-- TASK TO COMPLETE --
List every line below containing "dead".

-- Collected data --
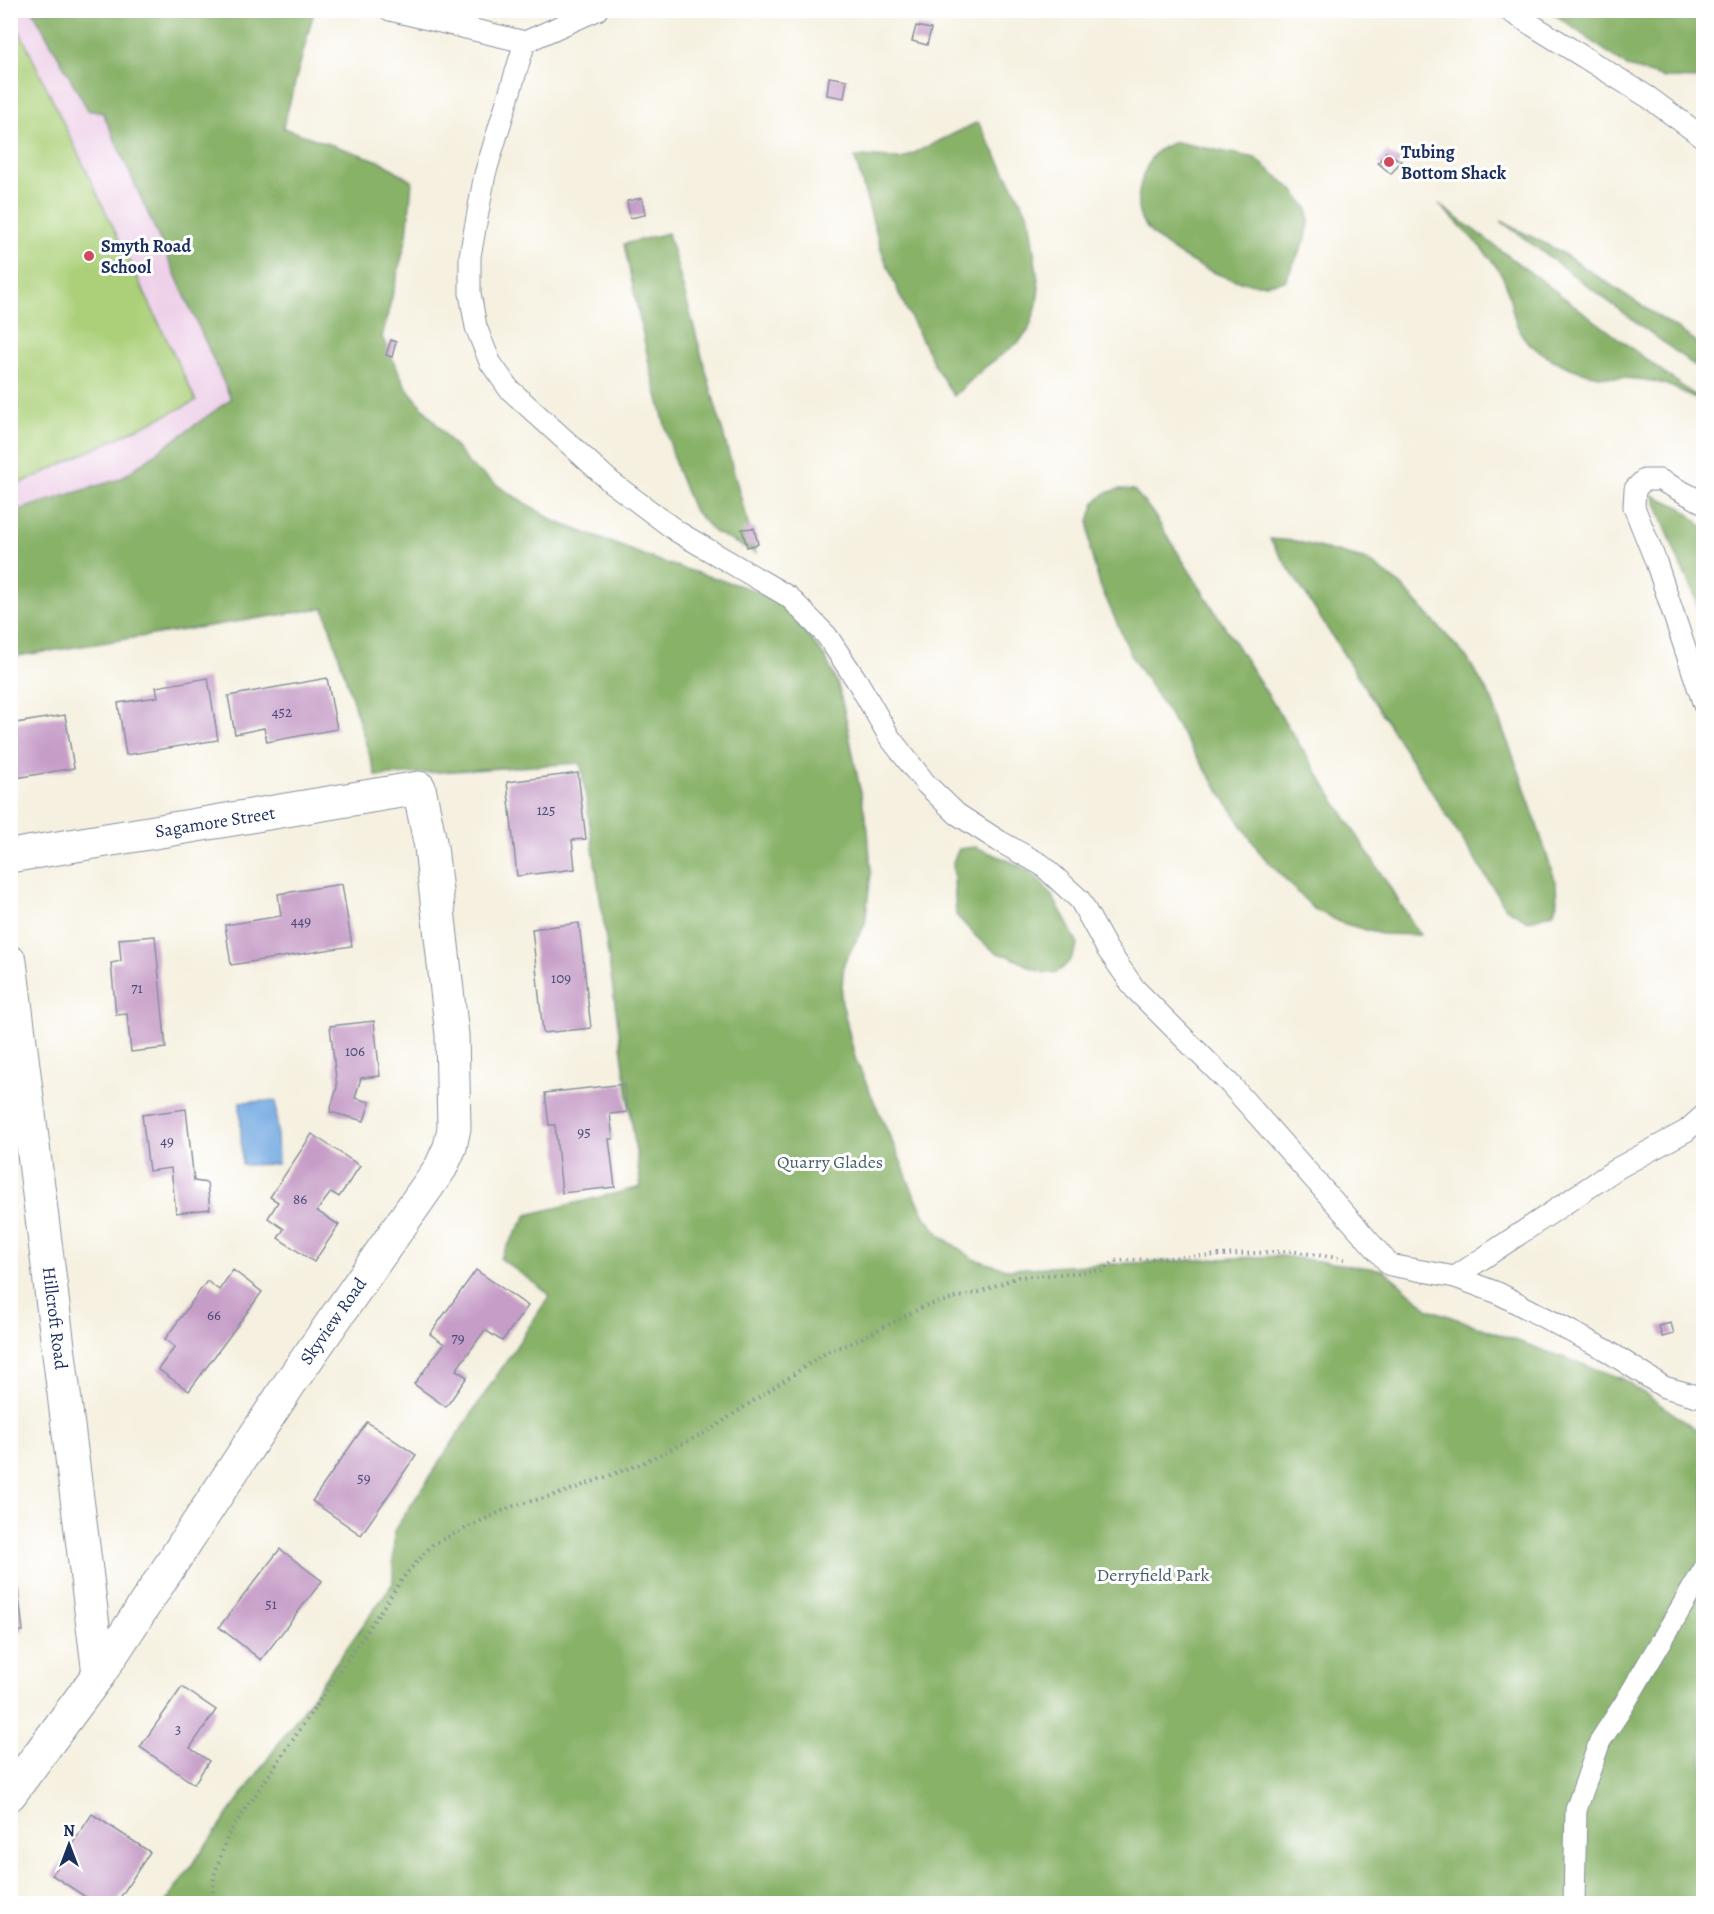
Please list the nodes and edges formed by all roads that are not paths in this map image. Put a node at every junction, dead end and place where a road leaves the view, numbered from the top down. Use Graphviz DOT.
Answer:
graph roads {
  1 [pos="390,10"];
  2 [pos="597,10"];
  3 [pos="1508,10"];
  4 [pos="525,42"];
  5 [pos="1704,138"];
  6 [pos="1704,503"];
  7 [pos="1704,705"];
  8 [pos="419,788"];
  9 [pos="10,856"];
  10 [pos="10,962"];
  11 [pos="1704,1115"];
  12 [pos="1455,1277"];
  13 [pos="1704,1398"];
  14 [pos="1704,1569"];
  15 [pos="99,1674"];
  16 [pos="10,1794"];
  17 [pos="1574,1904"];
  1 -- 4 [label="lane"];
  2 -- 4 [label="lane"];
  3 -- 5 [label="lane"];
  4 -- 12 [label="lane"];
  6 -- 7 [label="lane"];
  8 -- 9 [label="street, Sagamore Street"];
  8 -- 15 [label="street, Skyview Road"];
  10 -- 15 [label="street, Hillcroft Road"];
  11 -- 12 [label="lane"];
  12 -- 13 [label="lane"];
  14 -- 17 [label="lane"];
  15 -- 16 [label="street, Skyview Road"];
}
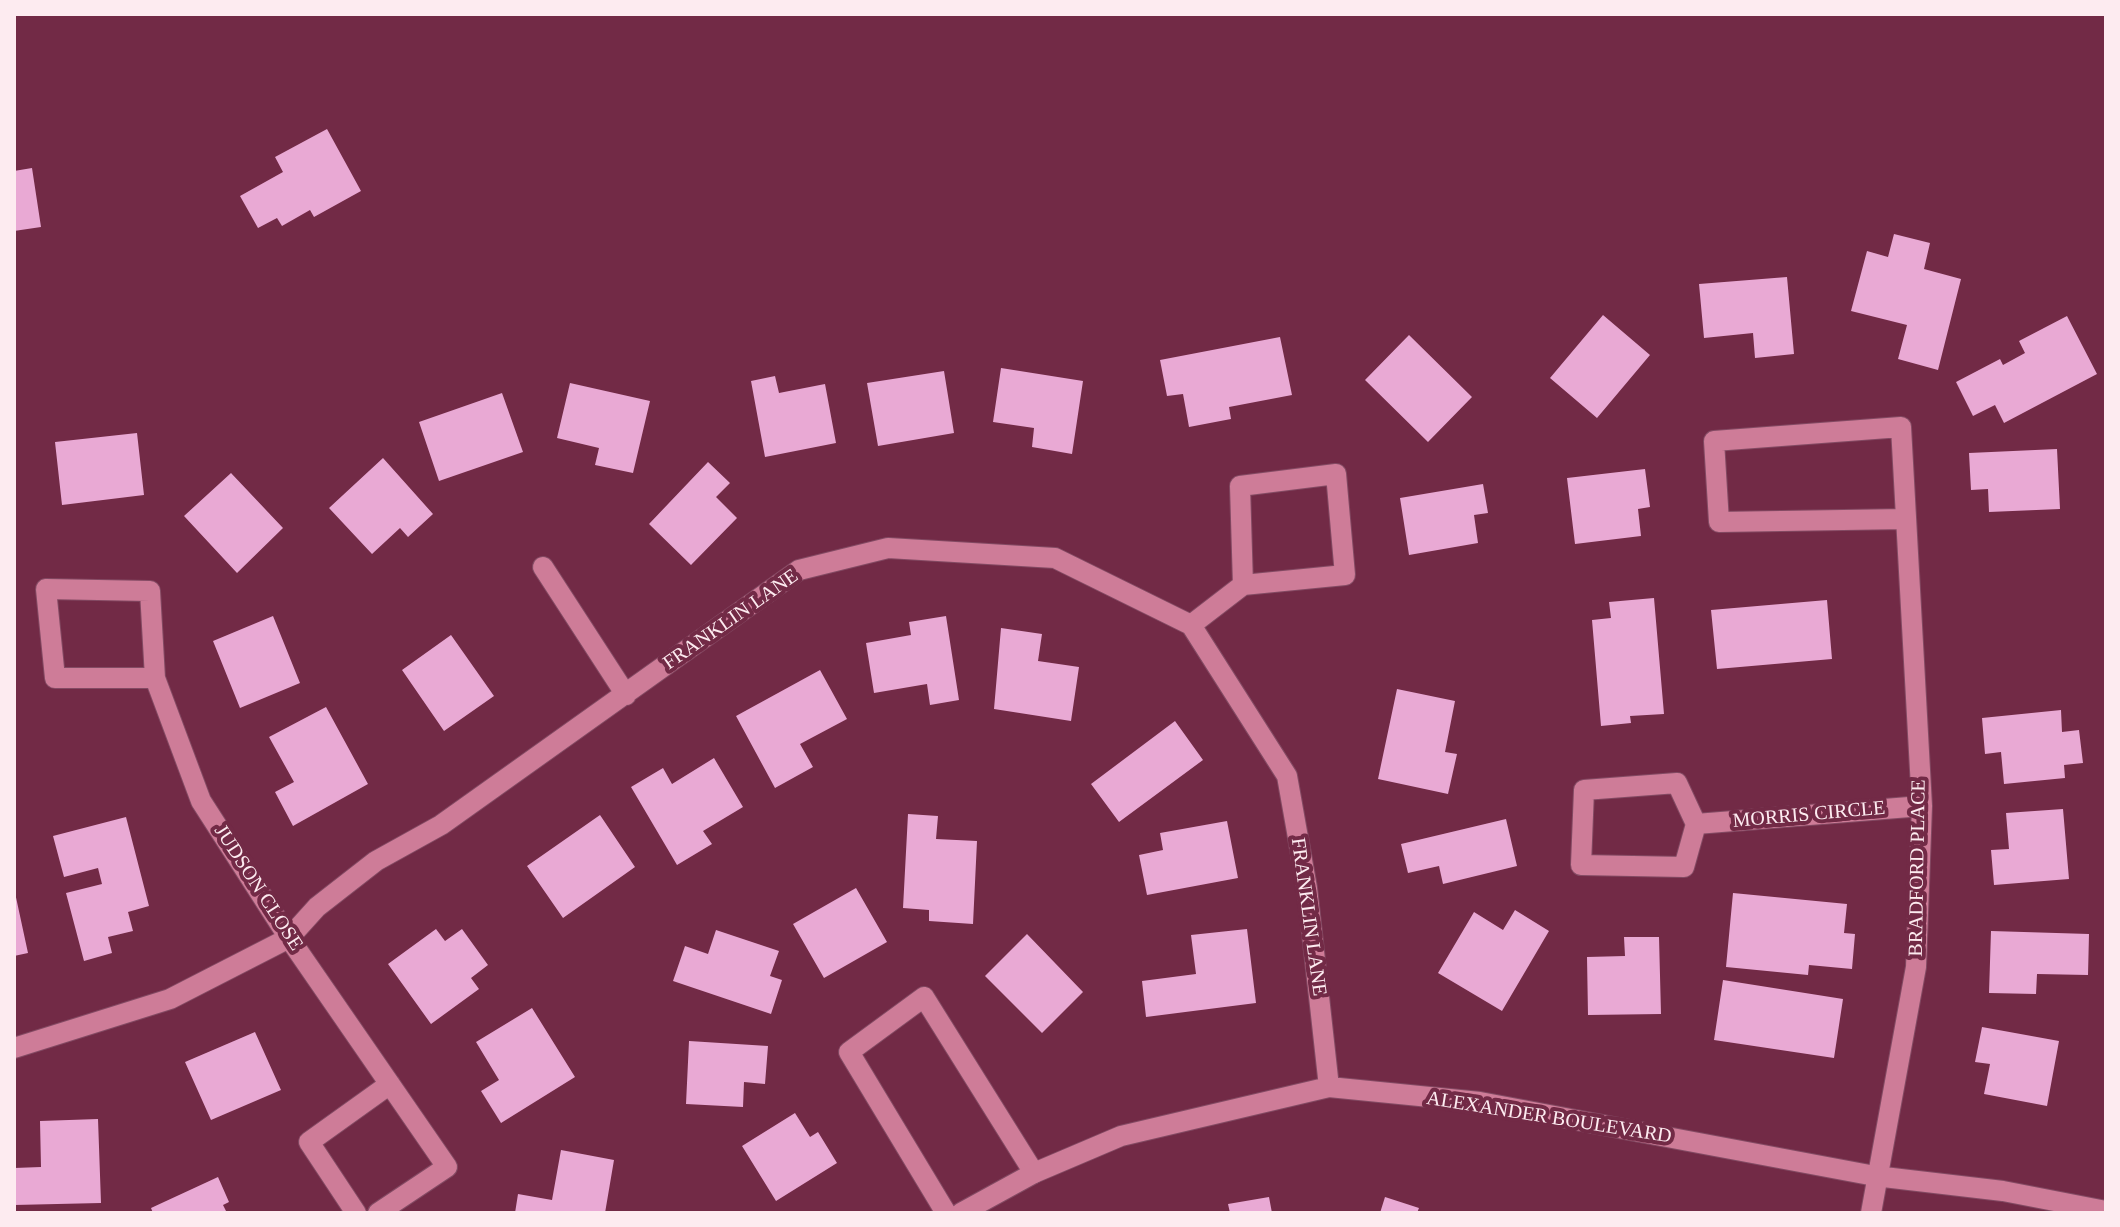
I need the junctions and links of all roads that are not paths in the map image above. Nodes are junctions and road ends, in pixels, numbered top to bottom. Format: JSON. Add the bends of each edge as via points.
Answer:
{"nodes":[{"id":1,"x":1905,"y":519,"type":"junction"},
{"id":2,"x":543,"y":567,"type":"dead end"},
{"id":3,"x":1243,"y":585,"type":"junction"},
{"id":4,"x":1191,"y":625,"type":"junction"},
{"id":5,"x":155,"y":678,"type":"junction"},
{"id":6,"x":626,"y":695,"type":"junction"},
{"id":7,"x":1922,"y":806,"type":"junction"},
{"id":8,"x":1696,"y":824,"type":"junction"},
{"id":9,"x":289,"y":938,"type":"junction"},
{"id":10,"x":14,"y":1048,"type":"edge"},
{"id":11,"x":390,"y":1084,"type":"junction"},
{"id":12,"x":1329,"y":1087,"type":"junction"},
{"id":13,"x":1034,"y":1173,"type":"junction"},
{"id":14,"x":1875,"y":1176,"type":"junction"},
{"id":15,"x":2106,"y":1211,"type":"edge"},
{"id":16,"x":356,"y":1213,"type":"edge"},
{"id":17,"x":378,"y":1213,"type":"edge"},
{"id":18,"x":946,"y":1213,"type":"edge"},
{"id":19,"x":961,"y":1213,"type":"edge"},
{"id":20,"x":1871,"y":1213,"type":"edge"}],
"edges":[{"from":1,"to":1,"type":"street","name":"BRADFORD PLACE","via":[[1901,427],[1714,441],[1719,522]]},
{"from":1,"to":7,"type":"street","name":"BRADFORD PLACE"},
{"from":2,"to":6,"type":"street"},
{"from":3,"to":3,"type":"street","via":[[1240,486],[1336,474],[1345,575]]},
{"from":3,"to":4,"type":"street"},
{"from":4,"to":6,"type":"street","name":"FRANKLIN LANE","via":[[1055,558],[888,548],[799,570]]},
{"from":4,"to":12,"type":"street","name":"FRANKLIN LANE","via":[[1287,776],[1307,888]]},
{"from":5,"to":5,"type":"street","name":"JUDSON CLOSE","via":[[55,678],[46,589],[150,591]]},
{"from":5,"to":9,"type":"street","name":"JUDSON CLOSE","via":[[201,801]]},
{"from":6,"to":9,"type":"street","name":"FRANKLIN LANE","via":[[441,825],[376,861],[317,907]]},
{"from":7,"to":8,"type":"street","name":"MORRIS CIRCLE"},
{"from":7,"to":14,"type":"street","name":"BRADFORD PLACE","via":[[1916,967]]},
{"from":8,"to":8,"type":"street","via":[[1677,783],[1584,790],[1581,865],[1684,867]]},
{"from":9,"to":10,"type":"street","name":"FRANKLIN LANE","via":[[170,999]]},
{"from":9,"to":11,"type":"street","name":"JUDSON CLOSE"},
{"from":11,"to":16,"type":"street","via":[[309,1142]]},
{"from":11,"to":17,"type":"street","name":"JUDSON CLOSE","via":[[447,1167]]},
{"from":12,"to":13,"type":"street","name":"ALEXANDER BOULEVARD","via":[[1121,1136]]},
{"from":12,"to":14,"type":"street","name":"ALEXANDER BOULEVARD","via":[[1480,1102]]},
{"from":13,"to":18,"type":"street","via":[[924,997],[849,1052]]},
{"from":13,"to":19,"type":"street","name":"ALEXANDER BOULEVARD"},
{"from":14,"to":15,"type":"street","name":"ALEXANDER BOULEVARD","via":[[2003,1191]]},
{"from":14,"to":20,"type":"street","name":"BRADFORD PLACE"}]}
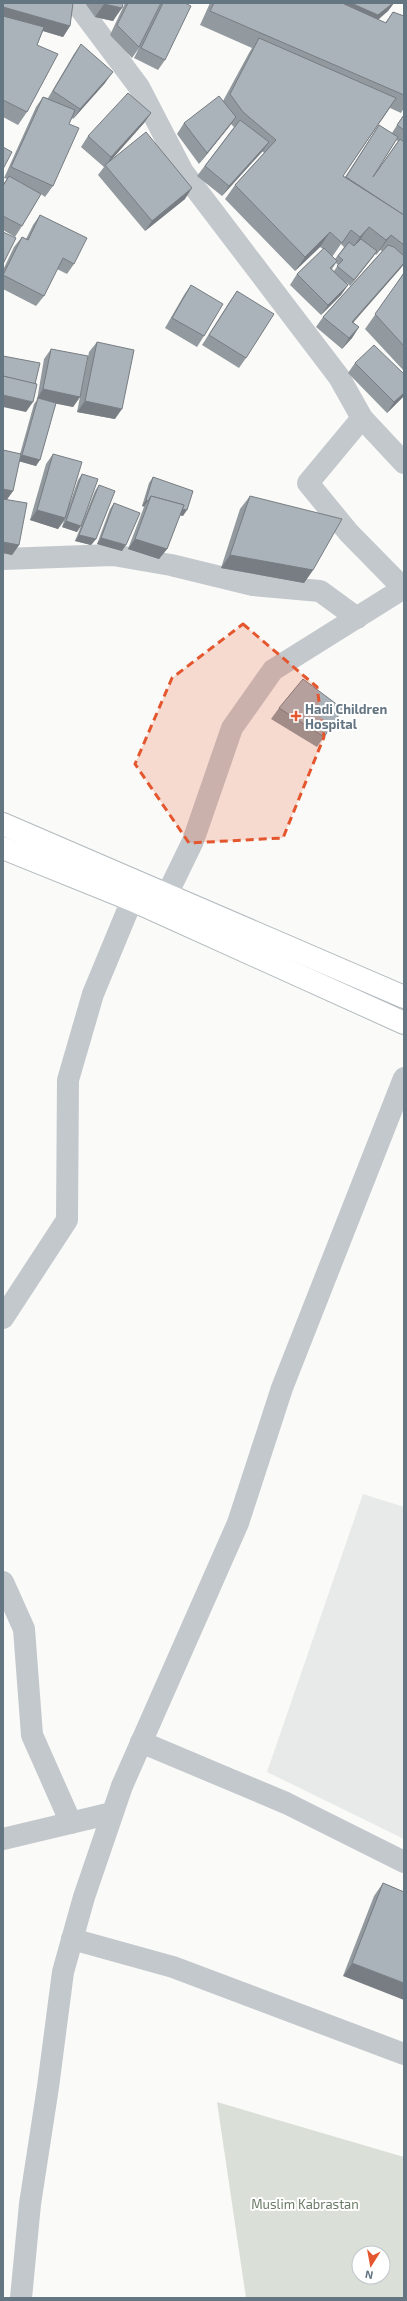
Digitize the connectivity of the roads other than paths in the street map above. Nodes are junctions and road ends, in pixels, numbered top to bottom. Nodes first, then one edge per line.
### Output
1 (76, 3) edge
2 (362, 418) junction
3 (404, 463) edge
4 (3, 559) edge
5 (404, 589) edge
6 (357, 618) junction
7 (3, 824) edge
8 (3, 848) edge
9 (136, 891) junction
10 (163, 903) junction
11 (404, 997) edge
12 (404, 1023) edge
13 (404, 1078) edge
14 (3, 1318) edge
15 (3, 1582) edge
16 (141, 1742) junction
17 (112, 1813) junction
18 (71, 1823) junction
19 (3, 1839) edge
20 (404, 1862) edge
21 (72, 1939) junction
22 (404, 2054) edge
23 (21, 2298) edge

1 - 2 street
2 - 3 street
2 - 5 street
4 - 6 street
5 - 6 street
6 - 10 street
7 - 9 main road
8 - 9 main road
9 - 10 main road
9 - 14 street
10 - 11 main road
10 - 12 main road
13 - 16 street
15 - 18 street
16 - 17 street
16 - 20 street
17 - 18 street
17 - 21 street
18 - 19 street
21 - 22 street
21 - 23 street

-- ANSWER SPACE --
Please list the nodes and edges formed by all roads that are not paths in this map image. Put a node at every junction, dead end and place where a road leaves the view, numbered from the top down. Use Graphviz DOT.
{"id":2,"x":543,"y":567,"type":"dead end"},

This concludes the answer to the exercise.